In the entries below, count every line containing "Pérez". Reply with the number alone.

Data in this exercise:
####

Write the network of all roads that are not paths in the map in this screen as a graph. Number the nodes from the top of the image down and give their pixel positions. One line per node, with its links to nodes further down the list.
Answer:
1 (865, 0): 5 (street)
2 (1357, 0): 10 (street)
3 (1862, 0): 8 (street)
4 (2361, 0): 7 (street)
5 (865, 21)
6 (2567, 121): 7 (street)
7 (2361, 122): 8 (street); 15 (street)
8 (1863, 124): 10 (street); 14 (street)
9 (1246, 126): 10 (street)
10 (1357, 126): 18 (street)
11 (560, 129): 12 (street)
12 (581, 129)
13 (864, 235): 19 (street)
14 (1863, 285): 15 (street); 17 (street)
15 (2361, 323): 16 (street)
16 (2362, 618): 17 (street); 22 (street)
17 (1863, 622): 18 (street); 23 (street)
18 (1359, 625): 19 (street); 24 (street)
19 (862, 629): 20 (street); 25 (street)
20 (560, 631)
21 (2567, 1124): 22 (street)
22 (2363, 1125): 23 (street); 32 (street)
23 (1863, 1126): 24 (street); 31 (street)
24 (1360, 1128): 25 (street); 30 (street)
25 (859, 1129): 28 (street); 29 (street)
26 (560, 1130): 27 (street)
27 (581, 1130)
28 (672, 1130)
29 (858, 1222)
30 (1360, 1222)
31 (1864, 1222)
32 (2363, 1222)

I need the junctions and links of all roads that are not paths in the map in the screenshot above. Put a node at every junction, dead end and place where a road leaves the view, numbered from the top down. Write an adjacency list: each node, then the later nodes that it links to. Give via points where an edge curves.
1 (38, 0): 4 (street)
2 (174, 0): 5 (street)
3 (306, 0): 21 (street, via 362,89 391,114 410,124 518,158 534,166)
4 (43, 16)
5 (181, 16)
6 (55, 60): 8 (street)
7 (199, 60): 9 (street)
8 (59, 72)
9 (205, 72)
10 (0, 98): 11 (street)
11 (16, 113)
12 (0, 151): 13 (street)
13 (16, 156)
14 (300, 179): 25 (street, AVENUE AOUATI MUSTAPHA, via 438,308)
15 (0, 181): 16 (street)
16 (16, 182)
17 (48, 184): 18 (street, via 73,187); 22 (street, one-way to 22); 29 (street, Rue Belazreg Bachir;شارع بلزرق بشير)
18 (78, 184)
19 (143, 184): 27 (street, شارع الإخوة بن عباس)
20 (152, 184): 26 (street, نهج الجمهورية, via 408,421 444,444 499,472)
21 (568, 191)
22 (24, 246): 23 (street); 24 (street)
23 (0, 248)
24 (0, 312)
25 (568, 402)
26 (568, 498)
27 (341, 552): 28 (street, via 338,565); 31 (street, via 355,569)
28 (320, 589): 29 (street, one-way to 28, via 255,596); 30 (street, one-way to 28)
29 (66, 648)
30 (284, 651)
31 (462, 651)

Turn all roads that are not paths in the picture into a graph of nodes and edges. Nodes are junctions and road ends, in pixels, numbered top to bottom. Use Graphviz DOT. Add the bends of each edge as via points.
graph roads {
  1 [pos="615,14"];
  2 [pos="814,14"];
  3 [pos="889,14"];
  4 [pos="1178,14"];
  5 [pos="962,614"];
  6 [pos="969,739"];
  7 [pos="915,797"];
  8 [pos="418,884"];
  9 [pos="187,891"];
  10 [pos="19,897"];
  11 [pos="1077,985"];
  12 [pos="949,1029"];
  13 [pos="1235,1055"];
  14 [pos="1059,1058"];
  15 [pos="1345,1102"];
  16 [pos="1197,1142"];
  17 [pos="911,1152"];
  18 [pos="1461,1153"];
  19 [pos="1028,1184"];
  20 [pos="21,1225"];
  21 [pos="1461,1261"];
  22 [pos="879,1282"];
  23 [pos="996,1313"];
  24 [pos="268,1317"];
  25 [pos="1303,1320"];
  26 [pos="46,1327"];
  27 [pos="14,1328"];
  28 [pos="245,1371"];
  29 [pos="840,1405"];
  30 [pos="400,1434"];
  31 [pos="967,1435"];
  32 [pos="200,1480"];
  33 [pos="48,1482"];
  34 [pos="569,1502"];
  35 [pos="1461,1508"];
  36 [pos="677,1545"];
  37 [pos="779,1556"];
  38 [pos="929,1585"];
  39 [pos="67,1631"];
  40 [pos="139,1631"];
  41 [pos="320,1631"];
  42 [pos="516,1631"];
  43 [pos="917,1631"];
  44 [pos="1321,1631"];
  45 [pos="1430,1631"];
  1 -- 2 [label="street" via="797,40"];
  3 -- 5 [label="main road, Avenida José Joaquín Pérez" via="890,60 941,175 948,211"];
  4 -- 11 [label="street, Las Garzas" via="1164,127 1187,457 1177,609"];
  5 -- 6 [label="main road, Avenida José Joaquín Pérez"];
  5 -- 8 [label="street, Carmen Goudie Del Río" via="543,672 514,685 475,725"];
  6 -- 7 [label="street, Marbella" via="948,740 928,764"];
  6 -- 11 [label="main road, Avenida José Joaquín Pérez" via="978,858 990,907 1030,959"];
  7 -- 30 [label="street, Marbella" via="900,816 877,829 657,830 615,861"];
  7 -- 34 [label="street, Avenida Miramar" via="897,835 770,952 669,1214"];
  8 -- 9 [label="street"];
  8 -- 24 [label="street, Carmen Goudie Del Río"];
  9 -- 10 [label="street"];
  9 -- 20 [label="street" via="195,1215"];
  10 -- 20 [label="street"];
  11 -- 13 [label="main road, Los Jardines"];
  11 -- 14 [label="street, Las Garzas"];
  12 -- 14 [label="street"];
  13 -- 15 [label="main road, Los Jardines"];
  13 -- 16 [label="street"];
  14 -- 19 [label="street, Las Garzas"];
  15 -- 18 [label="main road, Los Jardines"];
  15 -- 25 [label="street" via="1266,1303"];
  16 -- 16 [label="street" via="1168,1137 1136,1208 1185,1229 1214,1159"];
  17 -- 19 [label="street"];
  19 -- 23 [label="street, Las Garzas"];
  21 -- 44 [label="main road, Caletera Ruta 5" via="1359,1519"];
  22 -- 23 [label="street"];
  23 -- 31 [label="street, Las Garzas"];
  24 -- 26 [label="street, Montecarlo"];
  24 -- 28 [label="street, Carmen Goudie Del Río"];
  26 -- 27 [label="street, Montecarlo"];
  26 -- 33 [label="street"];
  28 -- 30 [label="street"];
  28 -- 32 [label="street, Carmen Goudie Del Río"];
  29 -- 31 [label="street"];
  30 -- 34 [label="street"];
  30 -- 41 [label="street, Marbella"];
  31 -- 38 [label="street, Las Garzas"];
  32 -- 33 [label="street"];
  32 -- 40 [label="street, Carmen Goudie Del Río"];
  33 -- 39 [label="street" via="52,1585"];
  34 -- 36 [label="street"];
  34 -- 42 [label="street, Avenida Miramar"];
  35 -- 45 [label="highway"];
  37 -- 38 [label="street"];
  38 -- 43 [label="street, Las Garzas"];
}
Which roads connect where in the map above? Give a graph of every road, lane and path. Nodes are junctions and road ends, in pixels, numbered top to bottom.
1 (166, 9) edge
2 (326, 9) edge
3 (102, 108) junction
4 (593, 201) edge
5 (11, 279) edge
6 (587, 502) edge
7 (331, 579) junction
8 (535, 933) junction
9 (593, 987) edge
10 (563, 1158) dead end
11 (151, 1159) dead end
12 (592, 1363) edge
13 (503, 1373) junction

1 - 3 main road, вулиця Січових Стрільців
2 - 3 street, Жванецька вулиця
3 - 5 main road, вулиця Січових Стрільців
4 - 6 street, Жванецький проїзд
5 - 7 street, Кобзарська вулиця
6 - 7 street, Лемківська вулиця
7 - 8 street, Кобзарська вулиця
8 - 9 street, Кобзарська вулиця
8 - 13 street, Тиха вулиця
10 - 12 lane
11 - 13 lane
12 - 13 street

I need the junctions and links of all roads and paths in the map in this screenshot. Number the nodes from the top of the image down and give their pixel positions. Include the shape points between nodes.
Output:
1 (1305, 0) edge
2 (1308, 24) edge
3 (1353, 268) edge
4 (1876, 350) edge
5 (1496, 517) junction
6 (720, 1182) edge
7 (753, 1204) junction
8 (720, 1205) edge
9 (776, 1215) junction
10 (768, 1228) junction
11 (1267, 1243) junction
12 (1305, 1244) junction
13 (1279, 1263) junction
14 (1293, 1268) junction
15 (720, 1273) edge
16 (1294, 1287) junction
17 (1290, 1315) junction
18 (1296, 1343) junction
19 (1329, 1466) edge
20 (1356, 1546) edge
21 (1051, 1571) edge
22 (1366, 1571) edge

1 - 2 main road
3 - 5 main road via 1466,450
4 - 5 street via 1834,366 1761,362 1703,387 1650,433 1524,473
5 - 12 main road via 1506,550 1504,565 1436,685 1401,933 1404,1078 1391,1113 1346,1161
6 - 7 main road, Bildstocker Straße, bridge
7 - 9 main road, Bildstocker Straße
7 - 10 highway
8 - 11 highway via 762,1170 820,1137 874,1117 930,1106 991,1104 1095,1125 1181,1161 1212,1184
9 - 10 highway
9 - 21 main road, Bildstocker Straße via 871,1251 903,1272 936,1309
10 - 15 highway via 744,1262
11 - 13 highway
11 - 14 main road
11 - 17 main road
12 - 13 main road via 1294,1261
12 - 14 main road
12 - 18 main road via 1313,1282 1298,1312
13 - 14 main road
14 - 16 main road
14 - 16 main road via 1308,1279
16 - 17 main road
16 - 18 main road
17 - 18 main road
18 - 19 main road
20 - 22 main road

####

Solution:
3